Owing to shortages of TNT and RDX (cyclonite) most World War II mines had had 50/50 ammonium nitrate and TNT (amatol) warheads.  This was a low quality explosive but was later improved by the addition of about 20% aluminum to produce minol.  During the modernization program of the 1980s it was discovered that many of the TNT and RDX fillings of the World War II-era mines had crystallized, causing at least two mines to explode prematurely.

Effectiveness during World War I

At the beginning of the "Great War" the British had about 4,000 of their unreliable "Navy Spherical Mine" on hand and had tried out a few other types developed by other nations.  Sometime soon after the start of the war, the British procured 7,500 Russian mines left at Port Arthur at the end of the Russo-Japanese War.

Britain attempted a variety of mine and physical barriers across the Dover Straits, the North Channel and the Adriatic Sea with a total of 128,000 mines being laid.  Most of these fields were of relatively limited value, with the exception of the Irish Sea Barrage, which sank 10 U-boats.  Minefields laid in enemy waters were more effective.  British mines sank a total of 150 enemy war vessels and naval auxiliaries including some 35 U-boats.  Worldwide, British mines are reckoned to have sunk a total of 1,047 enemy vessels and damaged a further 541.  A total of 48 German submarines were sunk by all Allied mines in World War I.

British contact mines of this era suffered from a variety of faults, especially when compared to the German equivalents and to the USA "K" type mines.  As noted above, a magnetic ground mine was developed and deployed in August of 1918, but this was too late to be of significant use and was not very successful.  Captain Taprell Dorling, commander of a destroyer minelayer during World War I,  states in his book "Swept Channels" that in 1917 the Royal Navy had 20,000 mines in stock but "only 1,500 were fit for laying."

Effectiveness during World War II

During World War II the RAF Home Command laid 48,158 mines during the entire war in enemy waters and these sank 545 merchant ships of 591,143 tons gross and 217 assorted warships of 147,264 tons displacement.  Over 20,000 additional mines were laid by surface ships and submarines.  The success of these additional mines is not broken out, but "Naval Weapons of World War Two" claims that British mines in total sank 1,050 Axis warships and merchant ships and damaged a further 540.

As opposed to the successes achieved via offensive mining, it appears that the British greatly overrated the effectiveness of mines as defensive weapons during World War II.  Some 170,000 mines were laid in protective fields by surface ships, the majority in the Iceland and Faeroes passages.  This massive effort resulted in exactly one U-boat (U-647) being sunk and had no appreciable effect on the number of U-boats engaged in anti-commerce operations.  This might have been forecasted by a study of the 1918 Orkney to Norway mine barrier (also known as the North Sea Mine Barrage) which was an expensive failure.  In some ways, these defensive fields restricted the Royal Navy more than the Kriegsmarine.  For example, although the German small battleships Gneisenau and Scharnhorst were able to traverse the Dover Straits in 1942, the first British capital ship to do so was HMS Warspite, which passed that way only after the Normandy invasion in June 1944.
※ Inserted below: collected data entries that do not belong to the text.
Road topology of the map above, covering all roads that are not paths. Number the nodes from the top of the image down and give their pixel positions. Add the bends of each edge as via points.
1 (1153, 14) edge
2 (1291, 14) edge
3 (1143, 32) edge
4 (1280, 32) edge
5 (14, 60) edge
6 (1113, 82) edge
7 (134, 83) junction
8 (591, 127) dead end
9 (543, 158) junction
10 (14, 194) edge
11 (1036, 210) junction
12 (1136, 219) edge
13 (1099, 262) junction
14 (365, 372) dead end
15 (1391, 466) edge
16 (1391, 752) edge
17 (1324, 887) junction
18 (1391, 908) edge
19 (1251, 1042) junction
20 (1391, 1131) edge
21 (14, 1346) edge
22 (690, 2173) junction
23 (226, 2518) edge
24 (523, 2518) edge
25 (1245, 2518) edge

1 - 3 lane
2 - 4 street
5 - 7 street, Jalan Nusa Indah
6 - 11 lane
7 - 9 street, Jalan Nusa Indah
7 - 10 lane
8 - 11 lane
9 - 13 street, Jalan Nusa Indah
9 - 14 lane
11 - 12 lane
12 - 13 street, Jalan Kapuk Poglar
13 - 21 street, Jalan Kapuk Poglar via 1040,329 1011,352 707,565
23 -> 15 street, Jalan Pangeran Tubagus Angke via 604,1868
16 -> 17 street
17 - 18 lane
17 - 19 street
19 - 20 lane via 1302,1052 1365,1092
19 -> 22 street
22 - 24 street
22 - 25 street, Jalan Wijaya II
Mark 5 - See M Mark V for details
Mark 12 - See A Mark XII for details
Mark 17 - See Mark XVII for details

Britain has not manufactured mines for some years, probably since the 1950s.  In 1982, a modernization program was announced for about 1,500 mines, some of them dating back to World War II.  In 1984 it was reported that the entire program might have to be abandoned as inspection showed that the TNT or RDF fillings had crystallized, causing at least two mines to explode prematurely.  The solution was to X-ray each mine and discard those that showed cracks or crystallization.  As of 1994, only Mark 12 mines had been modernized, mainly by adding the British Aerospace microprocessor sensor and processing unit (SAP) described above.